On Monday of this week I had the good fortune of going to the Finals of the US Open at Arthur Ashe Stadium. This was a joyous occasion for multiple reasons. I was with my gal – @chakwave – which was a treat. It was my first time to the Open, which was great as the only reason we were able to go was due to the rain delay pushing the Men’s Finals from Sunday to Monday and so all the truly hard working stiffs who had schedules they were tied to were not able to attend the Finals but had to be at their desks/in their cars/on their phones. Their loss was our gain.

And of course this could not have happened without something as wonderfully democratic as StubHub that allowed me to find tickets that didn’t cost the proverbial arm and a leg. And the Stubhubbers were doubly awesome as they provided directions to find the tickets when we were lost wandering around Flushing Meadows.

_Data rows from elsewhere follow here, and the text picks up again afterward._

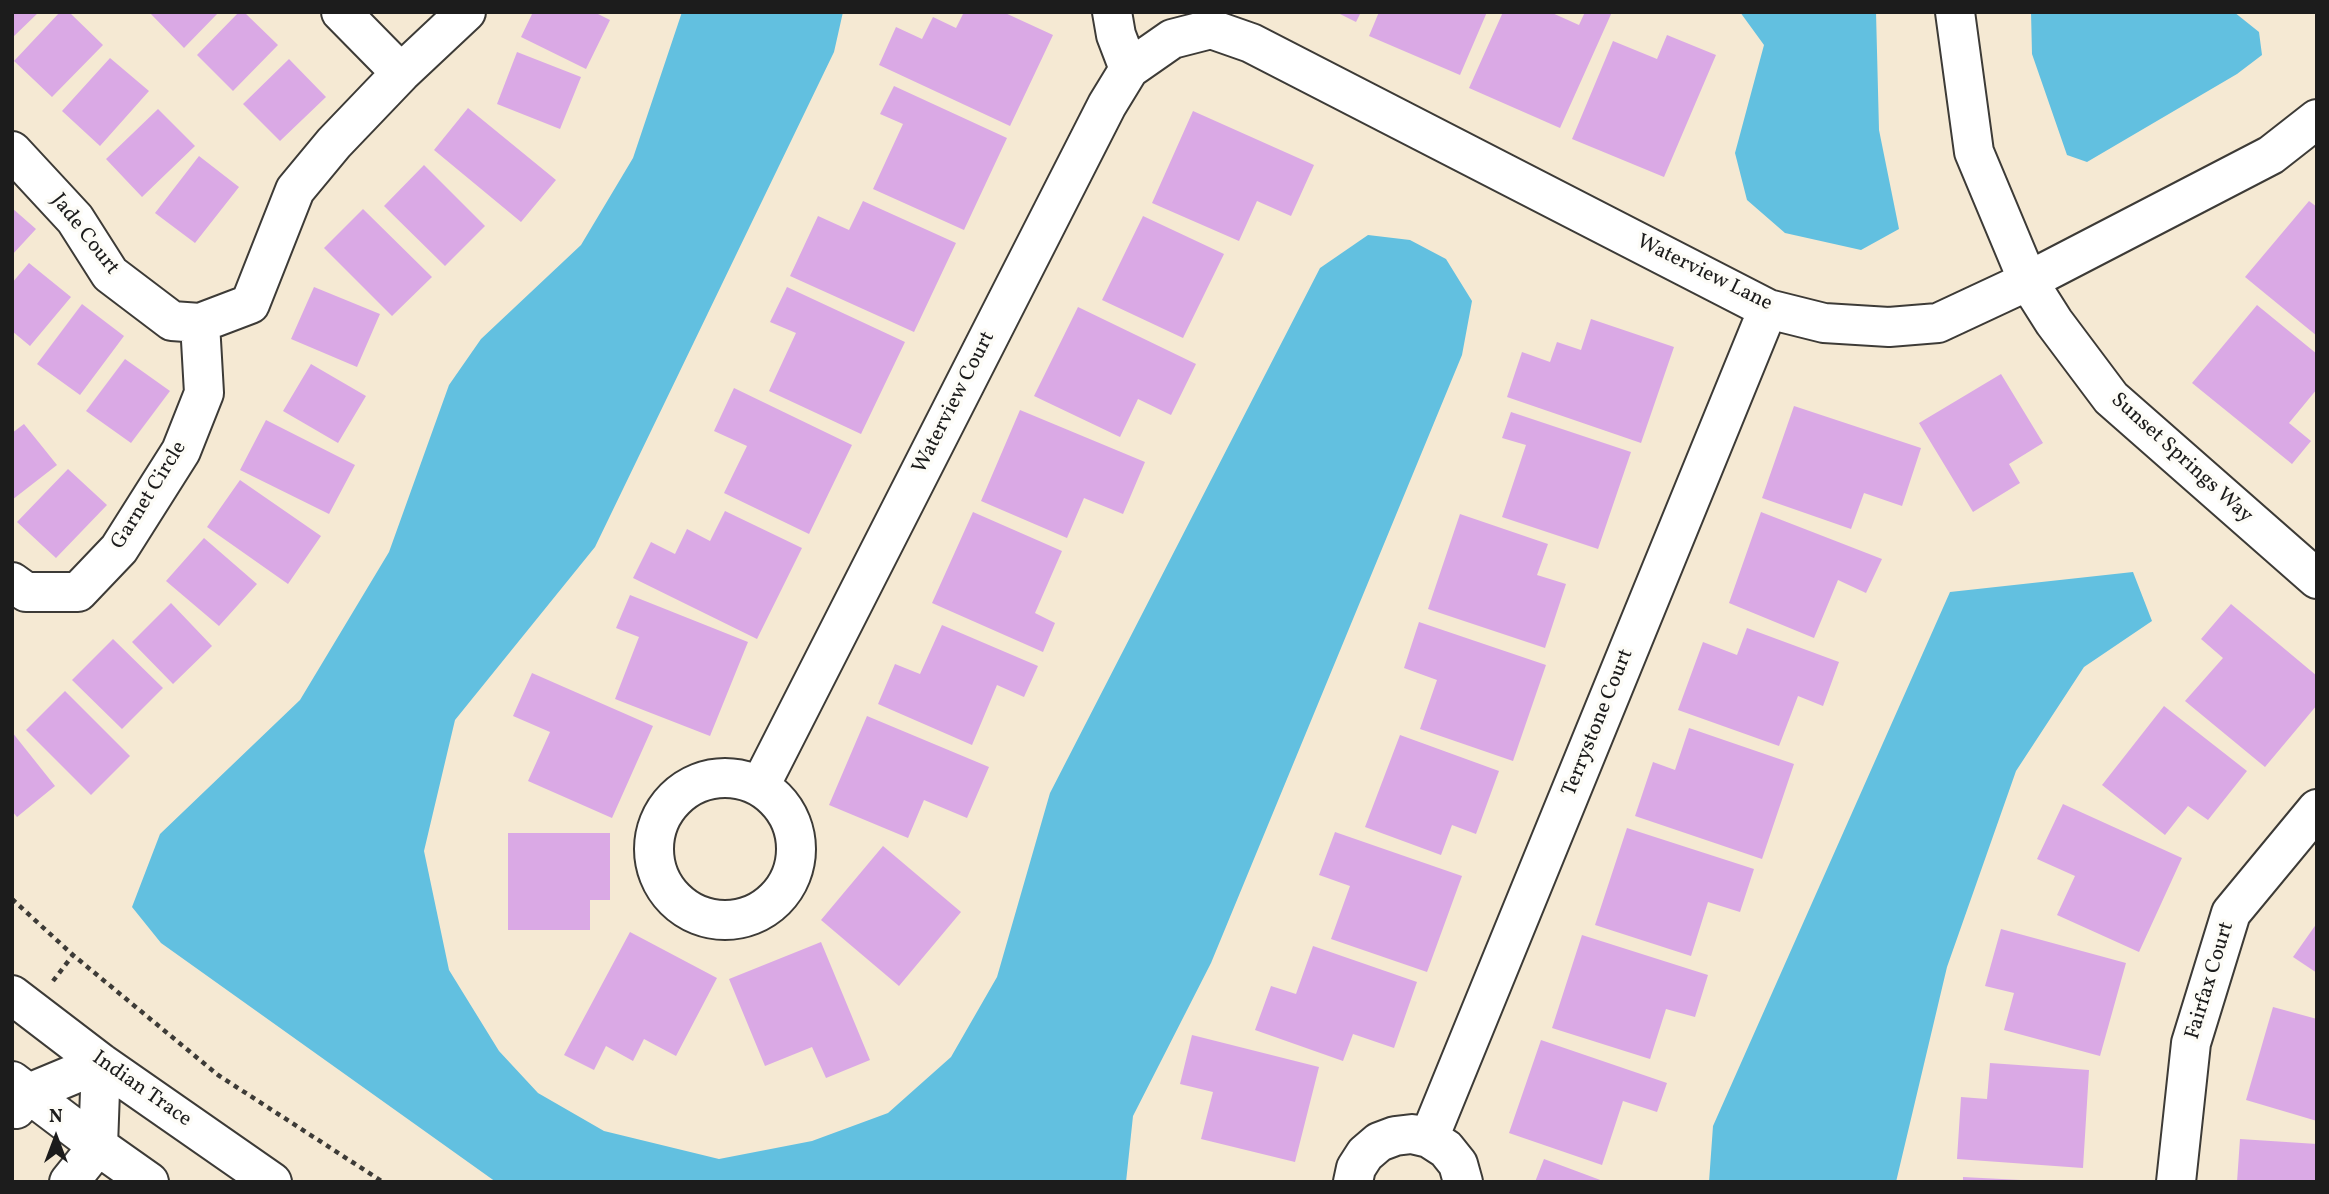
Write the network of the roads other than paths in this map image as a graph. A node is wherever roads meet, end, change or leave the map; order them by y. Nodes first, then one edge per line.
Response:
1 (341, 12) edge
2 (466, 12) edge
3 (1112, 12) edge
4 (1955, 12) edge
5 (1210, 21) edge
6 (1172, 39) joint
7 (1129, 69) junction
8 (401, 73) junction
9 (2317, 119) edge
10 (12, 151) edge
11 (2028, 281) junction
12 (1768, 309) junction
13 (200, 323) junction
14 (2317, 579) edge
15 (12, 582) edge
16 (760, 786) dead end
17 (2317, 809) edge
18 (12, 995) edge
19 (101, 1063) junction
20 (18, 1096) edge
21 (1429, 1138) junction
22 (98, 1146) junction
23 (69, 1182) edge
24 (149, 1182) edge
25 (272, 1182) edge
26 (1353, 1182) edge
27 (1463, 1182) edge
28 (2175, 1182) edge

1 - 8 street
2 - 8 street
3 - 7 street
4 - 11 street, Sunset Springs Way
5 - 6 street, Waterview Lane
5 - 12 street, Waterview Lane
6 - 7 street, Waterview Court
7 - 16 street, Waterview Court
8 - 13 street
9 - 11 street, Waterview Lane
10 - 13 street, Jade Court
11 - 12 street, Waterview Lane
11 - 14 street, Sunset Springs Way
12 - 21 street, Terrystone Court
13 - 15 street, Garnet Circle
17 - 28 street, Fairfax Court
18 - 19 street, Indian Trace
19 - 20 street
19 - 22 street
19 - 25 street, Indian Trace
20 - 22 street
21 - 26 street
21 - 27 street
22 - 23 street
22 - 24 street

Things were going along plainly enough as Federer was slicing and dicing Del Potro into tiny pieces and it seemed that we would have no problem making our 9:00 reservation at Pastis. But then the magical thing happened – well not so magical but just kind of a remarkable piece of humanity on parade. In the middle of the 2nd set when it could have been the beginning of the end for Del Potro he just clearly did a gut-check and said to himself, “If I’m going to go out, I’m going to go out swinging.”

And he did. He showed that he had the cojones to not only be on the same court as the most acclaimed tennis player of our time and possibly ever, but that he could win. And win going away. The lesson? That if you’re going to play. Play hard. You’ll look better winning or losing.